[Exercise data]

******************************

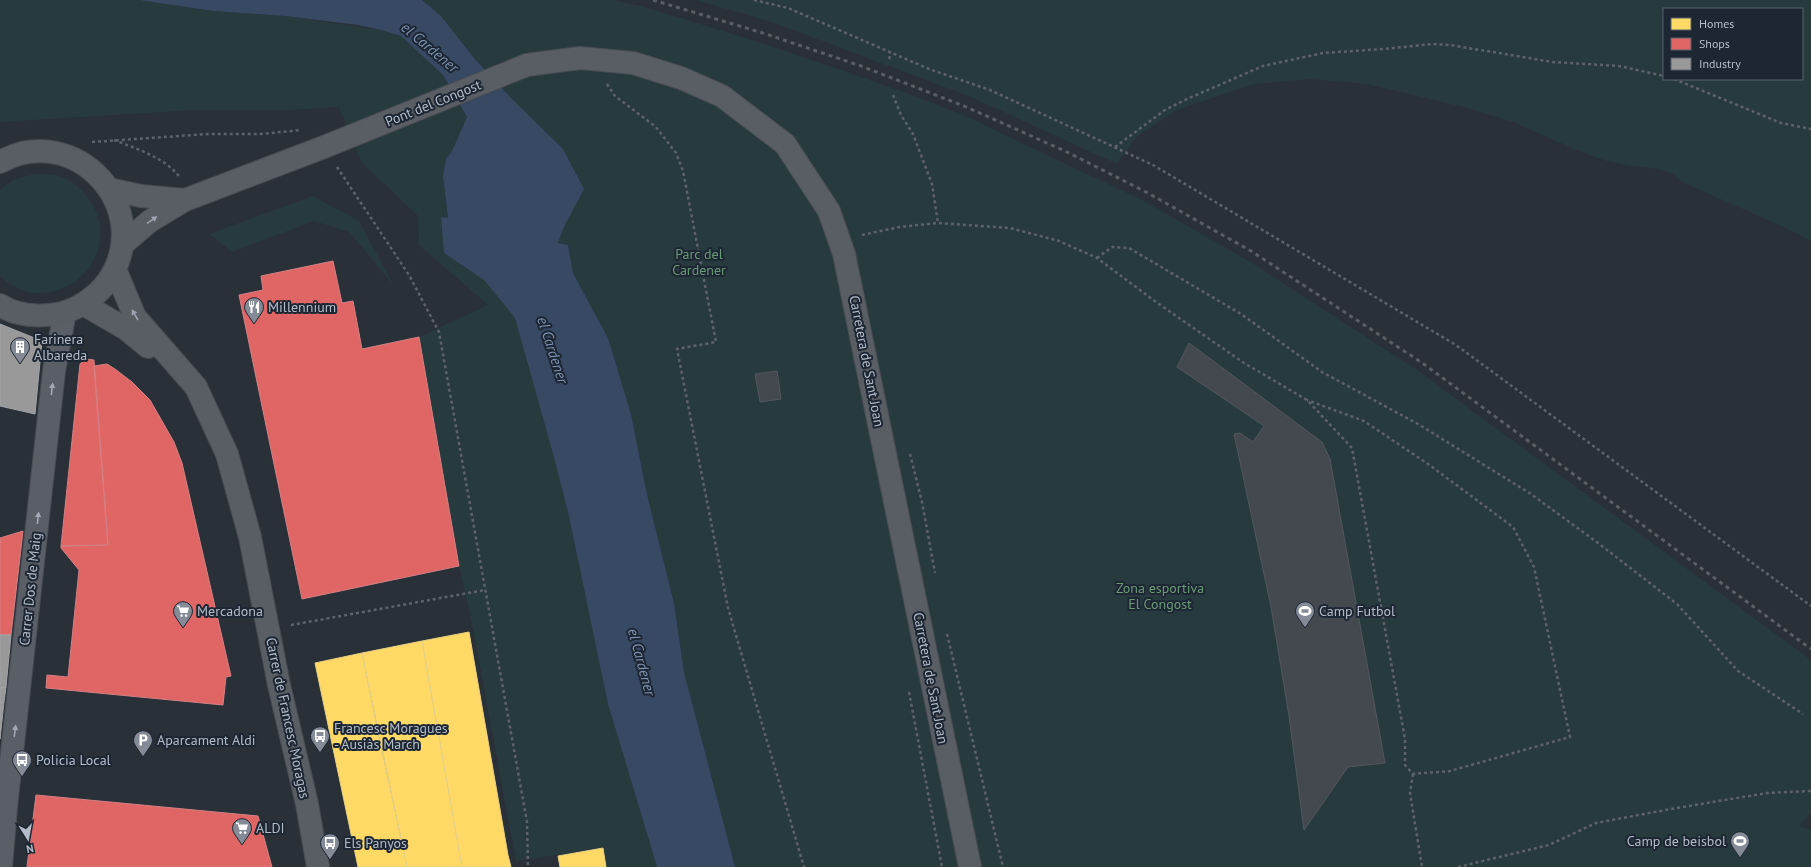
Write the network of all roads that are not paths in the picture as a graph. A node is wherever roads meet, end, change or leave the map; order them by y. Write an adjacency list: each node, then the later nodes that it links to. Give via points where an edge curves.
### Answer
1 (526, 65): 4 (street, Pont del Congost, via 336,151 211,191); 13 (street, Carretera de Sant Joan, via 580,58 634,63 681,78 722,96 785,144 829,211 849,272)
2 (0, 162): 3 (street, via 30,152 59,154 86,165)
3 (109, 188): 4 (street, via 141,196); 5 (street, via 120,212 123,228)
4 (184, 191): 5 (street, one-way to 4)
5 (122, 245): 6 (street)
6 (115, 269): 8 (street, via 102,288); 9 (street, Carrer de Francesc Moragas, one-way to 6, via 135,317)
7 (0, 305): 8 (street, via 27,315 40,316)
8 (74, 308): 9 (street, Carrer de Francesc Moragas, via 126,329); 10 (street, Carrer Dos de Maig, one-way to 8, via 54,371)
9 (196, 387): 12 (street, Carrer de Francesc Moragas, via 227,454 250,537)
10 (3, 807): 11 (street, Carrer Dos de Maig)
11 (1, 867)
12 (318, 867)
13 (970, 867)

******************************

Everything in the records is to be repeated verbatim except the pictures.

Write the network of all roads that are not paths in the picture as a graph. A node is wherever roads meet, end, change or leave the map; order them by y. Write an adjacency list: each node, then the later nodes that it links to. Give via points where an edge curves.
### Answer
1 (526, 65): 4 (street, Pont del Congost, via 336,151 211,191); 13 (street, Carretera de Sant Joan, via 580,58 634,63 681,78 722,96 785,144 829,211 849,272)
2 (0, 162): 3 (street, via 30,152 59,154 86,165)
3 (109, 188): 4 (street, via 141,196); 5 (street, via 120,212 123,228)
4 (184, 191): 5 (street, one-way to 4)
5 (122, 245): 6 (street)
6 (115, 269): 8 (street, via 102,288); 9 (street, Carrer de Francesc Moragas, one-way to 6, via 135,317)
7 (0, 305): 8 (street, via 27,315 40,316)
8 (74, 308): 9 (street, Carrer de Francesc Moragas, via 126,329); 10 (street, Carrer Dos de Maig, one-way to 8, via 54,371)
9 (196, 387): 12 (street, Carrer de Francesc Moragas, via 227,454 250,537)
10 (3, 807): 11 (street, Carrer Dos de Maig)
11 (1, 867)
12 (318, 867)
13 (970, 867)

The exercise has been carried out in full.